Items from a dataset:
━━━━━━━━━━━━━━━━━━━━━━━━━━━━━━

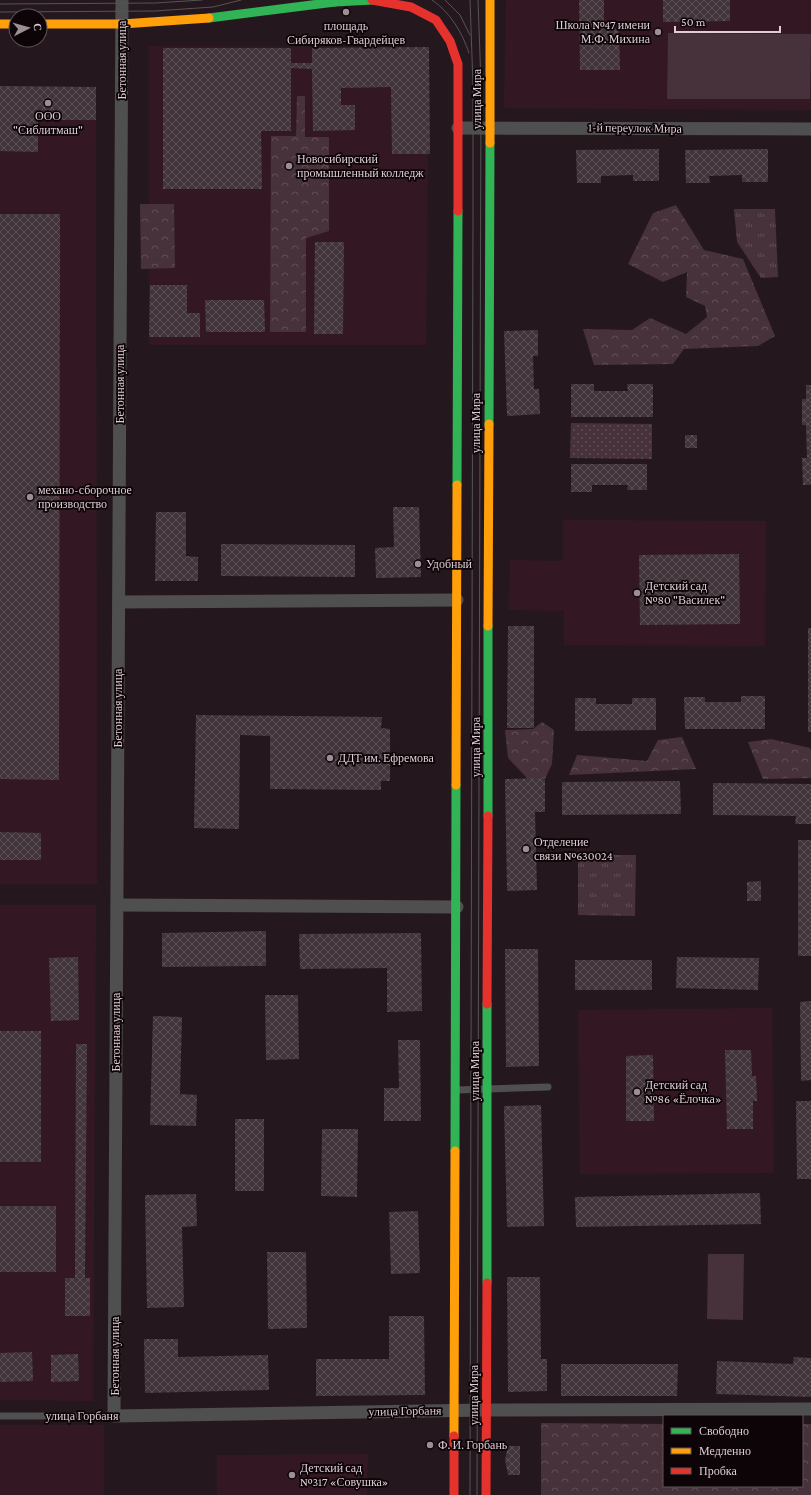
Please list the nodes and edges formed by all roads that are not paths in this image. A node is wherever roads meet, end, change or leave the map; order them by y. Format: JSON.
{"nodes":[{"id":1,"x":122,"y":0,"type":"edge"},
{"id":2,"x":373,"y":0,"type":"edge"},
{"id":3,"x":378,"y":0,"type":"edge"},
{"id":4,"x":490,"y":0,"type":"edge"},
{"id":5,"x":333,"y":1,"type":"edge"},
{"id":6,"x":48,"y":24,"type":"edge"},
{"id":7,"x":122,"y":24,"type":"junction"},
{"id":8,"x":458,"y":128,"type":"junction"},
{"id":9,"x":489,"y":128,"type":"junction"},
{"id":10,"x":811,"y":129,"type":"edge"},
{"id":11,"x":457,"y":600,"type":"junction"},
{"id":12,"x":119,"y":602,"type":"junction"},
{"id":13,"x":117,"y":905,"type":"junction"},
{"id":14,"x":457,"y":907,"type":"junction"},
{"id":15,"x":548,"y":1088,"type":"dead end"},
{"id":16,"x":487,"y":1089,"type":"junction"},
{"id":17,"x":456,"y":1090,"type":"junction"},
{"id":18,"x":811,"y":1409,"type":"edge"},
{"id":19,"x":454,"y":1410,"type":"junction"},
{"id":20,"x":486,"y":1410,"type":"junction"},
{"id":21,"x":0,"y":1416,"type":"edge"},
{"id":22,"x":114,"y":1416,"type":"junction"},
{"id":23,"x":454,"y":1495,"type":"edge"},
{"id":24,"x":486,"y":1495,"type":"edge"}],
"edges":[{"from":1,"to":7,"type":"street","name":"Бетонная улица"},
{"from":2,"to":3,"type":"street"},
{"from":2,"to":5,"type":"street"},
{"from":2,"to":8,"type":"street","name":"улица Мира"},
{"from":4,"to":9,"type":"street","name":"улица Мира"},
{"from":5,"to":7,"type":"street"},
{"from":6,"to":7,"type":"street"},
{"from":7,"to":12,"type":"street","name":"Бетонная улица"},
{"from":8,"to":9,"type":"street","name":"1-й переулок Мира"},
{"from":8,"to":11,"type":"street","name":"улица Мира"},
{"from":9,"to":10,"type":"street","name":"1-й переулок Мира"},
{"from":9,"to":16,"type":"street","name":"улица Мира"},
{"from":11,"to":12,"type":"street"},
{"from":11,"to":14,"type":"street","name":"улица Мира"},
{"from":12,"to":13,"type":"street","name":"Бетонная улица"},
{"from":13,"to":14,"type":"street"},
{"from":13,"to":22,"type":"street","name":"Бетонная улица"},
{"from":14,"to":17,"type":"street","name":"улица Мира"},
{"from":15,"to":16,"type":"lane"},
{"from":16,"to":17,"type":"lane"},
{"from":16,"to":20,"type":"street","name":"улица Мира"},
{"from":17,"to":19,"type":"street","name":"улица Мира"},
{"from":18,"to":20,"type":"street","name":"улица Горбаня"},
{"from":19,"to":20,"type":"street","name":"улица Горбаня"},
{"from":19,"to":22,"type":"street","name":"улица Горбаня"},
{"from":19,"to":23,"type":"street","name":"улица Мира"},
{"from":20,"to":24,"type":"street","name":"улица Мира"},
{"from":21,"to":22,"type":"lane","name":"улица Горбаня"}]}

━━━━━━━━━━━━━━━━━━━━━━━━━━━━━━

PROBLEM STATEMENT
Lines holding the word "Мира" are the answer; copy every one from the records above.

SOLUTION TO THIS EXERCISE
{"from":2,"to":8,"type":"street","name":"улица Мира"},
{"from":4,"to":9,"type":"street","name":"улица Мира"},
{"from":8,"to":9,"type":"street","name":"1-й переулок Мира"},
{"from":8,"to":11,"type":"street","name":"улица Мира"},
{"from":9,"to":10,"type":"street","name":"1-й переулок Мира"},
{"from":9,"to":16,"type":"street","name":"улица Мира"},
{"from":11,"to":14,"type":"street","name":"улица Мира"},
{"from":14,"to":17,"type":"street","name":"улица Мира"},
{"from":16,"to":20,"type":"street","name":"улица Мира"},
{"from":17,"to":19,"type":"street","name":"улица Мира"},
{"from":19,"to":23,"type":"street","name":"улица Мира"},
{"from":20,"to":24,"type":"street","name":"улица Мира"},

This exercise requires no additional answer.